* EXERCISE OBJECTIVE *
Throughout the material below, count the lines that include the string "pixels", then report only the resulting number.

* ENTRIES SHOWN *
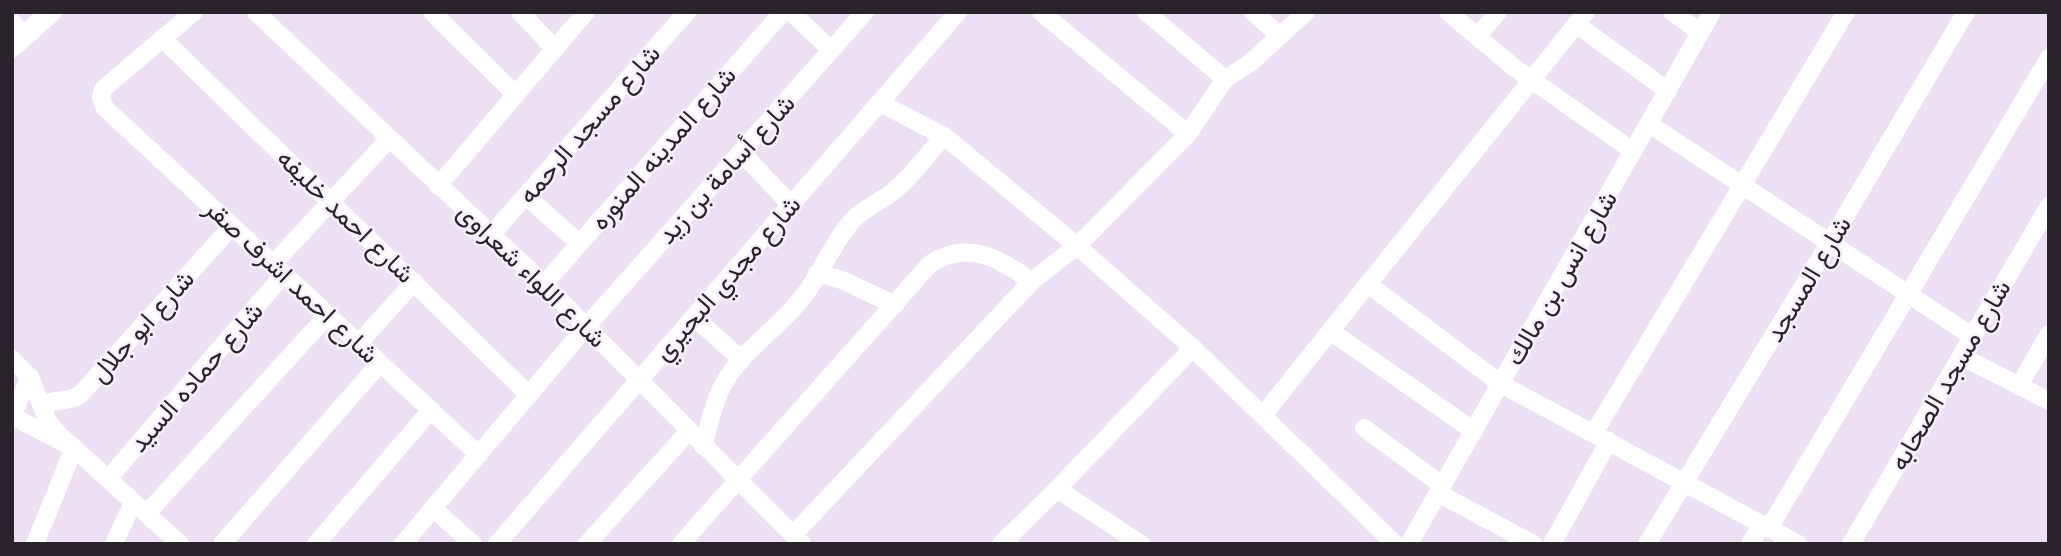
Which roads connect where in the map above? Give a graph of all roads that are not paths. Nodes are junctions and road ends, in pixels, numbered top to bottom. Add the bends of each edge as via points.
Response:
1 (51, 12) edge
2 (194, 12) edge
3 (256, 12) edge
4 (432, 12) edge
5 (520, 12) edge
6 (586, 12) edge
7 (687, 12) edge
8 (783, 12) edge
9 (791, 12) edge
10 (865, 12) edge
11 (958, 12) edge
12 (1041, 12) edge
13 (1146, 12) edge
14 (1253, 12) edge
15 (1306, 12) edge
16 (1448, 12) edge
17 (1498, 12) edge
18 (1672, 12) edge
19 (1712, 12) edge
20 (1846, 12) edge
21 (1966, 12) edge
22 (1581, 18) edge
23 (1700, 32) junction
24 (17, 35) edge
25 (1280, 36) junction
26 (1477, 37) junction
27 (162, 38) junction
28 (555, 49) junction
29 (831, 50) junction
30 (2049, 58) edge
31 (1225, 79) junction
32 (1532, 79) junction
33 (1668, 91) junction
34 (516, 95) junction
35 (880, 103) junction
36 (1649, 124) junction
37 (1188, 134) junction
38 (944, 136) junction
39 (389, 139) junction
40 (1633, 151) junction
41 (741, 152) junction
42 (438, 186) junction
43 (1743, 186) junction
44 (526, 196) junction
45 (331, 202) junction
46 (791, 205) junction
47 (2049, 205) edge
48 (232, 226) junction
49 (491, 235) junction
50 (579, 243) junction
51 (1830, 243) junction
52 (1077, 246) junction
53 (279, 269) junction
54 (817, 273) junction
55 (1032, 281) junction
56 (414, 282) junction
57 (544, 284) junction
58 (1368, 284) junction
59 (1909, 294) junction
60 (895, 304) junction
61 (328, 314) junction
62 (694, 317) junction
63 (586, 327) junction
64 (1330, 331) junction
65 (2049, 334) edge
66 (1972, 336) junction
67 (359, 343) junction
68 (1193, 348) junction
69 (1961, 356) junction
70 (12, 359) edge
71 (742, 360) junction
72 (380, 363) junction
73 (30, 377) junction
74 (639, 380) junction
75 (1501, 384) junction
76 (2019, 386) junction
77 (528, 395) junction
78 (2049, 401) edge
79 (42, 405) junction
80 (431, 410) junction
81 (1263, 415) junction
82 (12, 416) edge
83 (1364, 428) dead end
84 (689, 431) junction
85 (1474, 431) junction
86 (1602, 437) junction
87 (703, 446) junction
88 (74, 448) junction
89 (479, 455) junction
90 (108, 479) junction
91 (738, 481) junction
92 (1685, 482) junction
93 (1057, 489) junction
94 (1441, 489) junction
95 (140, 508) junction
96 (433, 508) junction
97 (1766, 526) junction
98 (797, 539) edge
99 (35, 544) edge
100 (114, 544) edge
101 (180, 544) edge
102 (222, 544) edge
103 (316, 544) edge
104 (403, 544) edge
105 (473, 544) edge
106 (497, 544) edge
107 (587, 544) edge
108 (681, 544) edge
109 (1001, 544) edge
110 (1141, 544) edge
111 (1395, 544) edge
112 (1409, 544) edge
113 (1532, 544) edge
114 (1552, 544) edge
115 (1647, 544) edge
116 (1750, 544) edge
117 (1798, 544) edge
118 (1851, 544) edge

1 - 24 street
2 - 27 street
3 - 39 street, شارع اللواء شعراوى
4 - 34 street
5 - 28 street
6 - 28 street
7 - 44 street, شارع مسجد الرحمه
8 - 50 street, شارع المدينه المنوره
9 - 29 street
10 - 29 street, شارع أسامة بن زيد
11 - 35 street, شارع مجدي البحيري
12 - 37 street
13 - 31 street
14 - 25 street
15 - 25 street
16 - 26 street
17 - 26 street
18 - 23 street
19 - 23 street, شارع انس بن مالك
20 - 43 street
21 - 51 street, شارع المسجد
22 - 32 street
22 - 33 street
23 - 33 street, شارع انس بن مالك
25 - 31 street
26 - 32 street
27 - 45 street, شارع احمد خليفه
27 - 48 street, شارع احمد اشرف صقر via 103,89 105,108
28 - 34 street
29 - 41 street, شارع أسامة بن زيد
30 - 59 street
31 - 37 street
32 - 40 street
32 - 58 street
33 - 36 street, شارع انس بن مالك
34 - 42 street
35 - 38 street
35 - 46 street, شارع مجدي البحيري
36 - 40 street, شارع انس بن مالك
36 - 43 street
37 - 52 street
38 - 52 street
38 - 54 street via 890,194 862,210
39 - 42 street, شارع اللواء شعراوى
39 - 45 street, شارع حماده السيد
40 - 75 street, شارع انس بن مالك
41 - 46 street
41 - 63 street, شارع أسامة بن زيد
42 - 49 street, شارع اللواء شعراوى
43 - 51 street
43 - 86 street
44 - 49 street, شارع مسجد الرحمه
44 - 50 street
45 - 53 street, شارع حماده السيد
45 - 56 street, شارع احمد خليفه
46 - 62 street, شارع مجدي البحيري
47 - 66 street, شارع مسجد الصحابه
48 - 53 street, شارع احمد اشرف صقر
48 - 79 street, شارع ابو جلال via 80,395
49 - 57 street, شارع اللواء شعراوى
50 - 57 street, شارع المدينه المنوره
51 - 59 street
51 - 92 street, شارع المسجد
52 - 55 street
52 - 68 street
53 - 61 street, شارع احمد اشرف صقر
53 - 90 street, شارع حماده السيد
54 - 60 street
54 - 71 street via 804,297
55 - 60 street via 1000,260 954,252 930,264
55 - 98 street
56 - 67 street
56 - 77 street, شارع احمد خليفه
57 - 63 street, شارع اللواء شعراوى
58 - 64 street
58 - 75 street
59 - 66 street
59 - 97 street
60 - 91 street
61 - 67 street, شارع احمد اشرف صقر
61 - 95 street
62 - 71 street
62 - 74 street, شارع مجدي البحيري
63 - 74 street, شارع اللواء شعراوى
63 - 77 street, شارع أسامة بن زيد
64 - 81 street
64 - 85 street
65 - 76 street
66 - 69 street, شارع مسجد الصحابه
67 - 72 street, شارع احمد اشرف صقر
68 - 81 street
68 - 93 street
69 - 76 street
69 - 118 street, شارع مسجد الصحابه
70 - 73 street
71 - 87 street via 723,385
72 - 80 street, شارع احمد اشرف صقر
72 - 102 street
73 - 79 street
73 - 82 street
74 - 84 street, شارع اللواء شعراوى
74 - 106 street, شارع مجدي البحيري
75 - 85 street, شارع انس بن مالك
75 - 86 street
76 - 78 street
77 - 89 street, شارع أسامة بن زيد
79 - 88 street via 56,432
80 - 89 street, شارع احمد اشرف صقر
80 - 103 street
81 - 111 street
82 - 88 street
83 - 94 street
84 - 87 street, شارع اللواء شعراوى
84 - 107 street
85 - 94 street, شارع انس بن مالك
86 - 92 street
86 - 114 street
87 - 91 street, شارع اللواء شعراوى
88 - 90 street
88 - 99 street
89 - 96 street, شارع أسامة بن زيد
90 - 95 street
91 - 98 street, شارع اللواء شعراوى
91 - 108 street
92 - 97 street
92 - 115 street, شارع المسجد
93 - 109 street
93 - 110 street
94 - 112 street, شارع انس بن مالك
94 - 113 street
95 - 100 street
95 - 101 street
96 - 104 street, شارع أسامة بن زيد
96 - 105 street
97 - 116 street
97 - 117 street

---

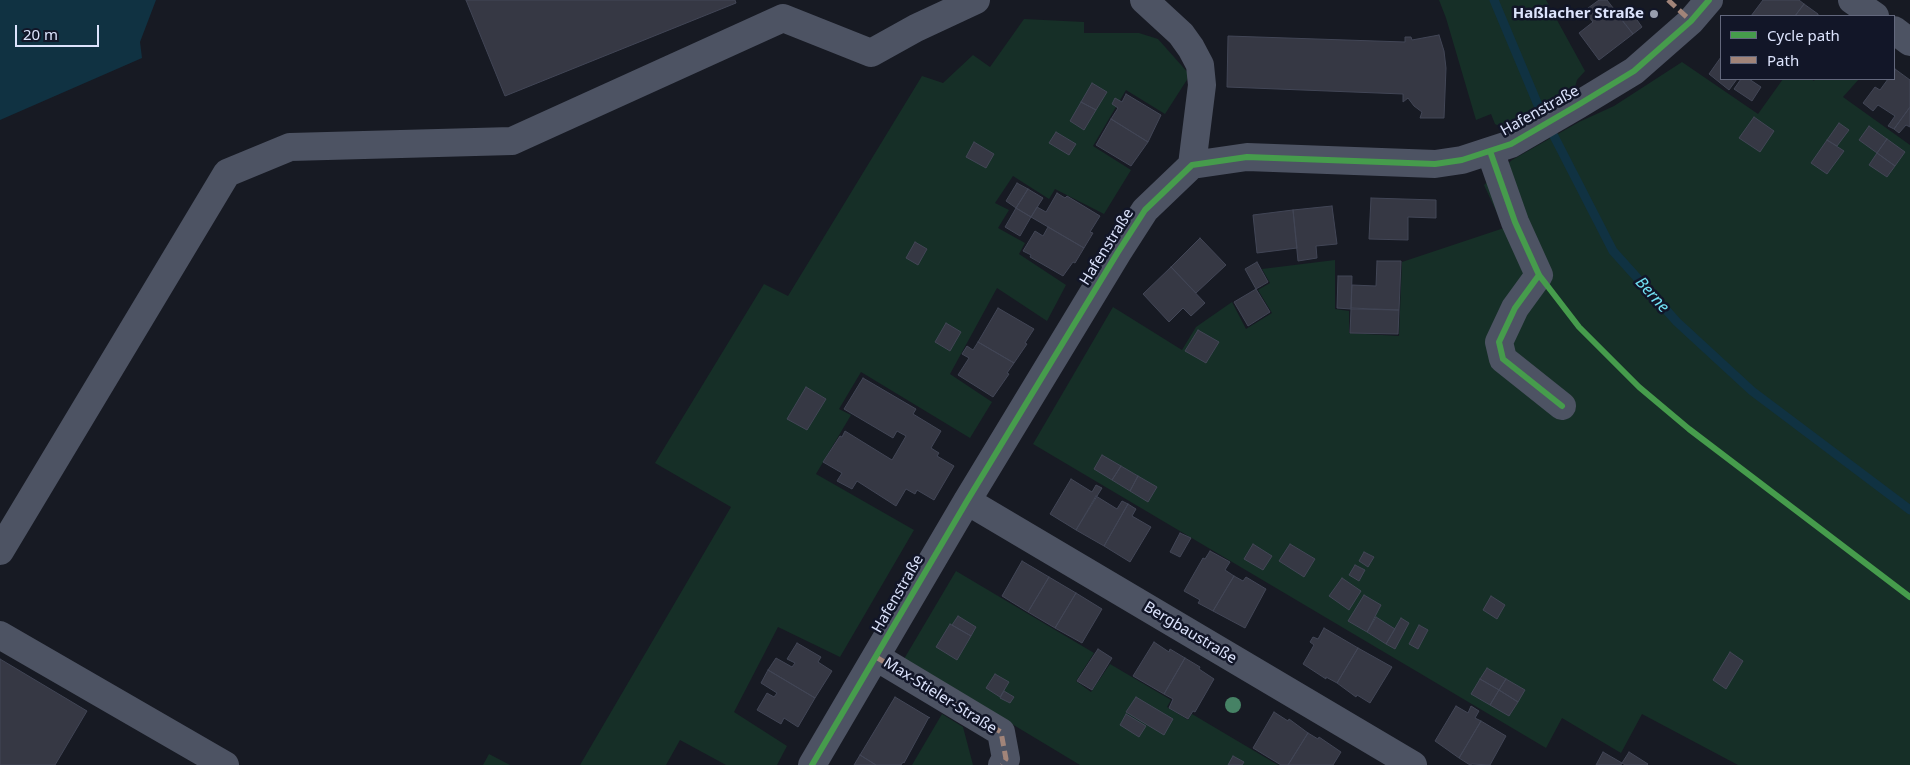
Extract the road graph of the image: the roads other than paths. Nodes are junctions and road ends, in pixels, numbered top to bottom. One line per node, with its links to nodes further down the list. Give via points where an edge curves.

...

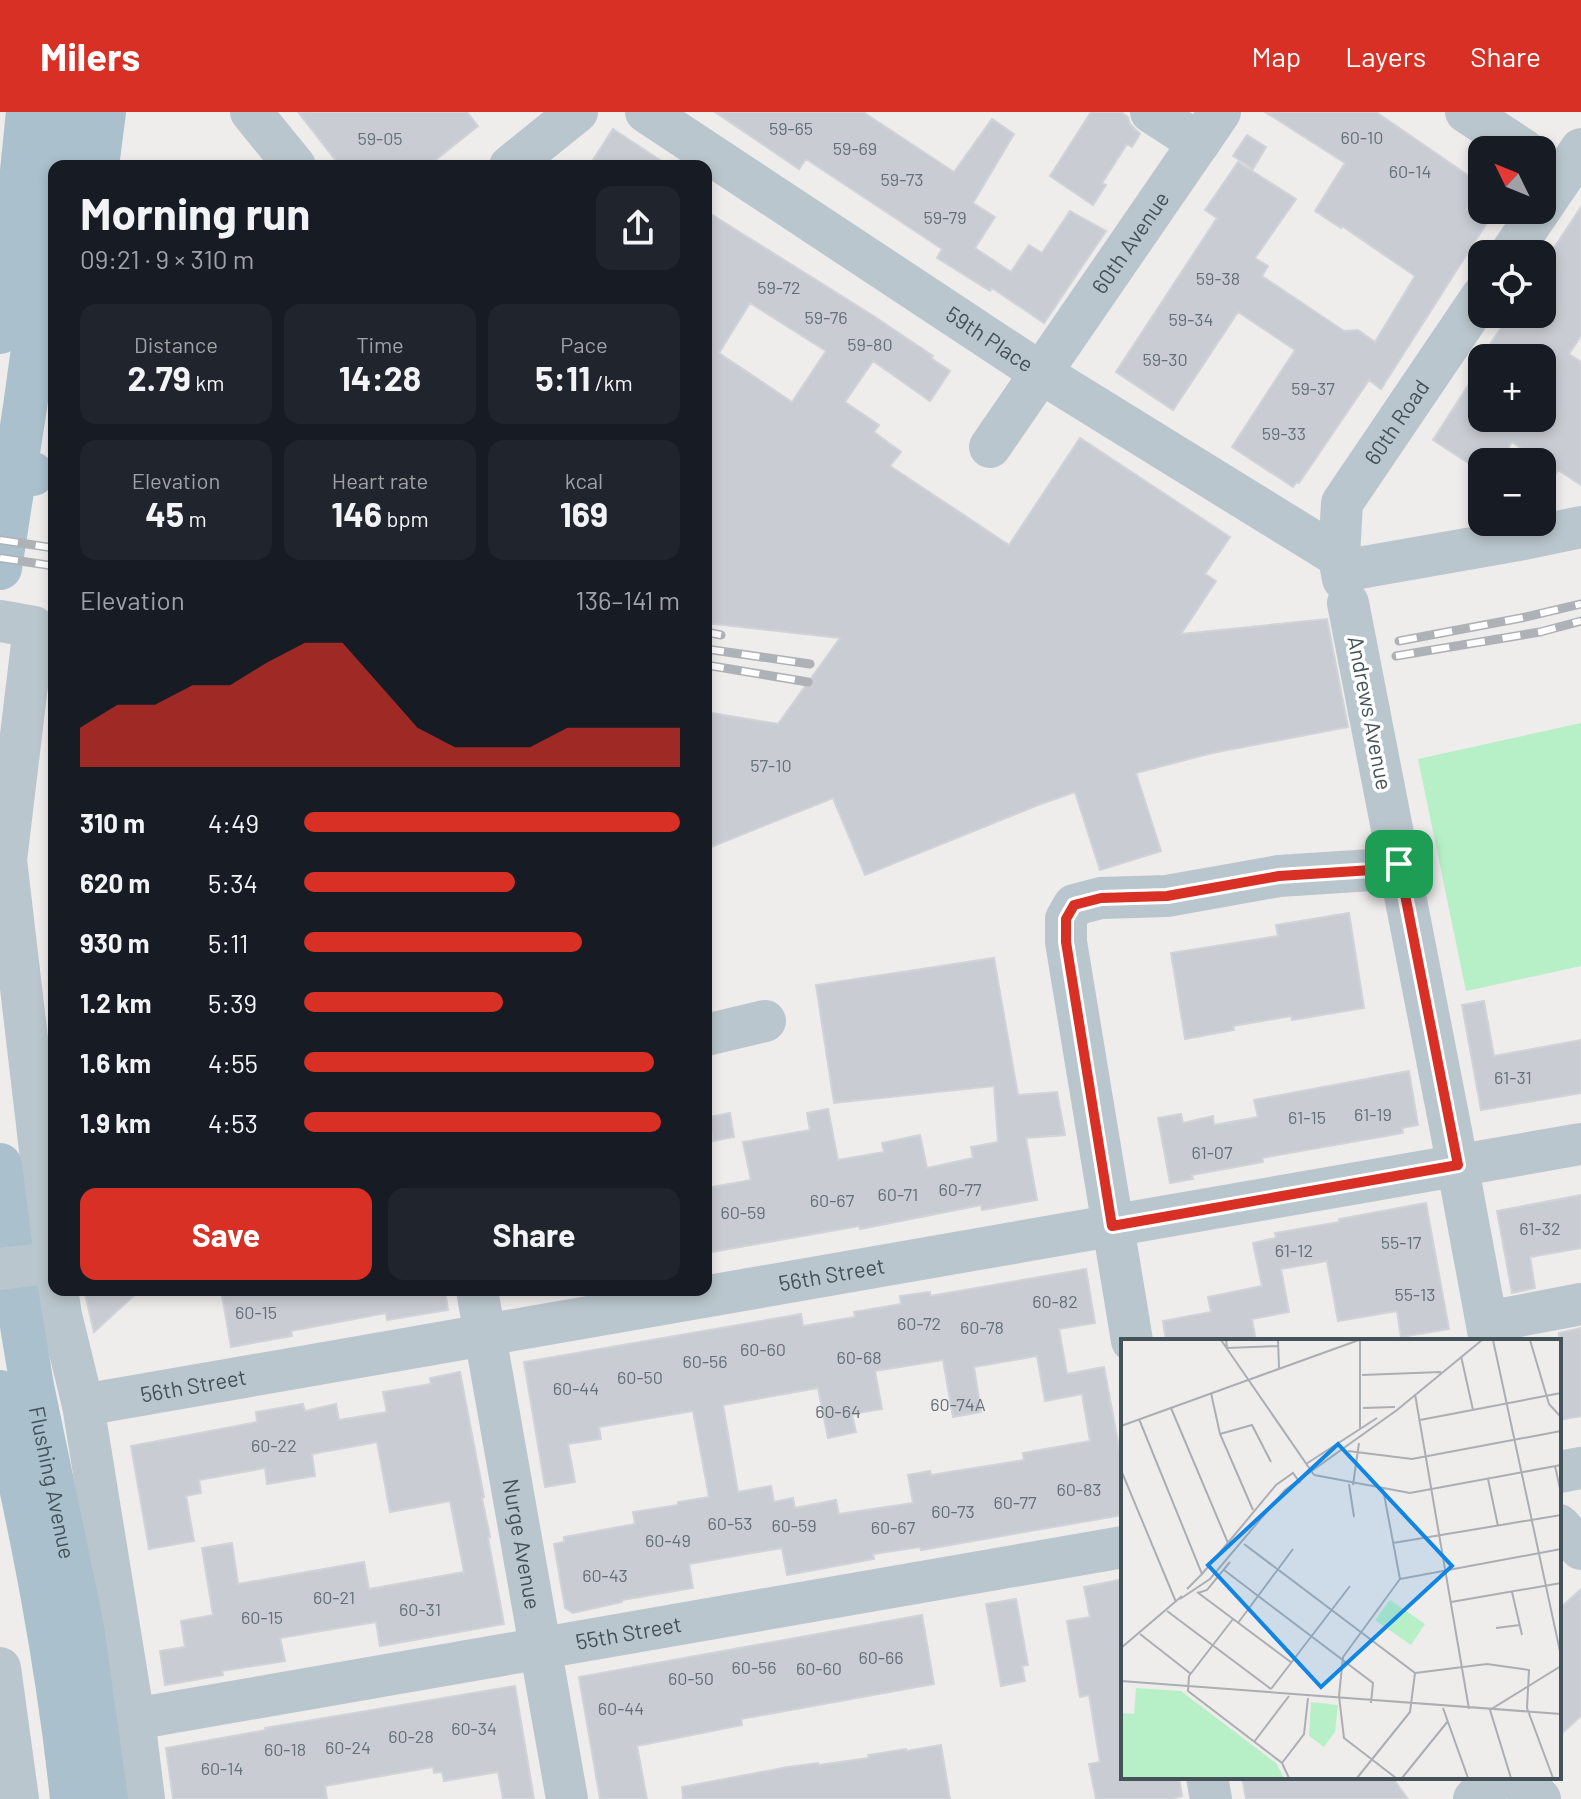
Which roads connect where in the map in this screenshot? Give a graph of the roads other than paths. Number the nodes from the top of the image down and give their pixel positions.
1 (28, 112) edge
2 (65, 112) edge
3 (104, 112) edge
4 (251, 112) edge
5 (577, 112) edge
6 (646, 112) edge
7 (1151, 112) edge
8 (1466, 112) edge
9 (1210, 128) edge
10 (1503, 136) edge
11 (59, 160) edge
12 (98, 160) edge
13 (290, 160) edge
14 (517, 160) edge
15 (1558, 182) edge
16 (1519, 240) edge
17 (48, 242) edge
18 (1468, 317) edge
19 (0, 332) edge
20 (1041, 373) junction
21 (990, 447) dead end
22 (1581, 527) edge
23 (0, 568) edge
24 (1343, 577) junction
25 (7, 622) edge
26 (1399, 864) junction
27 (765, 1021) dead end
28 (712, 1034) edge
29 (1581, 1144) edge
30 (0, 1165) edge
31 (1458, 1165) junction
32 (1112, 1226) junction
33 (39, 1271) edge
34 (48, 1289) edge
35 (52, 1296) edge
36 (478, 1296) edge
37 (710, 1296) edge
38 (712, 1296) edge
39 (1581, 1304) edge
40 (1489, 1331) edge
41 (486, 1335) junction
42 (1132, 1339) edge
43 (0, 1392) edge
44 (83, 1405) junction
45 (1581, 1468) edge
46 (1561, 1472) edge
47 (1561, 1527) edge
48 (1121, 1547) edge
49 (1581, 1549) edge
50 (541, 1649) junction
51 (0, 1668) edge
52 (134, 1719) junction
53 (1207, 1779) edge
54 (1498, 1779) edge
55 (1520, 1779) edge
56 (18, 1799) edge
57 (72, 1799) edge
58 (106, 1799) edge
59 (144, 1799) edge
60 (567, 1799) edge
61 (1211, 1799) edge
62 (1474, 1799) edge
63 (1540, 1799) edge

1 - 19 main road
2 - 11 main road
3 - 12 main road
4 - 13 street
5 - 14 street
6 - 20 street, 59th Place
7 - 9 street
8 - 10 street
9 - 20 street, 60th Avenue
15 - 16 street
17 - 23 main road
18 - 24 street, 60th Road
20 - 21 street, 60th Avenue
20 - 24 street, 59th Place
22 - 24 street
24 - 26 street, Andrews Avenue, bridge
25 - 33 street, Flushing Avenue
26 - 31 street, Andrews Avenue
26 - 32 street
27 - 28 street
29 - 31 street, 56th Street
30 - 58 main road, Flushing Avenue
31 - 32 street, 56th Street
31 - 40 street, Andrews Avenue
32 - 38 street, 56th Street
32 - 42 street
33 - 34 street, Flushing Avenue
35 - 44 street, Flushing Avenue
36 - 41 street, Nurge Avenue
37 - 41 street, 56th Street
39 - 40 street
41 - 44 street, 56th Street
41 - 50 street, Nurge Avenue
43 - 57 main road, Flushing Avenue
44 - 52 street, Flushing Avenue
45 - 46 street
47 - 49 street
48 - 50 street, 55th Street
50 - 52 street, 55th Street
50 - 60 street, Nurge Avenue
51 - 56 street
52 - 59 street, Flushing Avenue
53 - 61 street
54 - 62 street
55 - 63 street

* EXERCISE RESULT *
2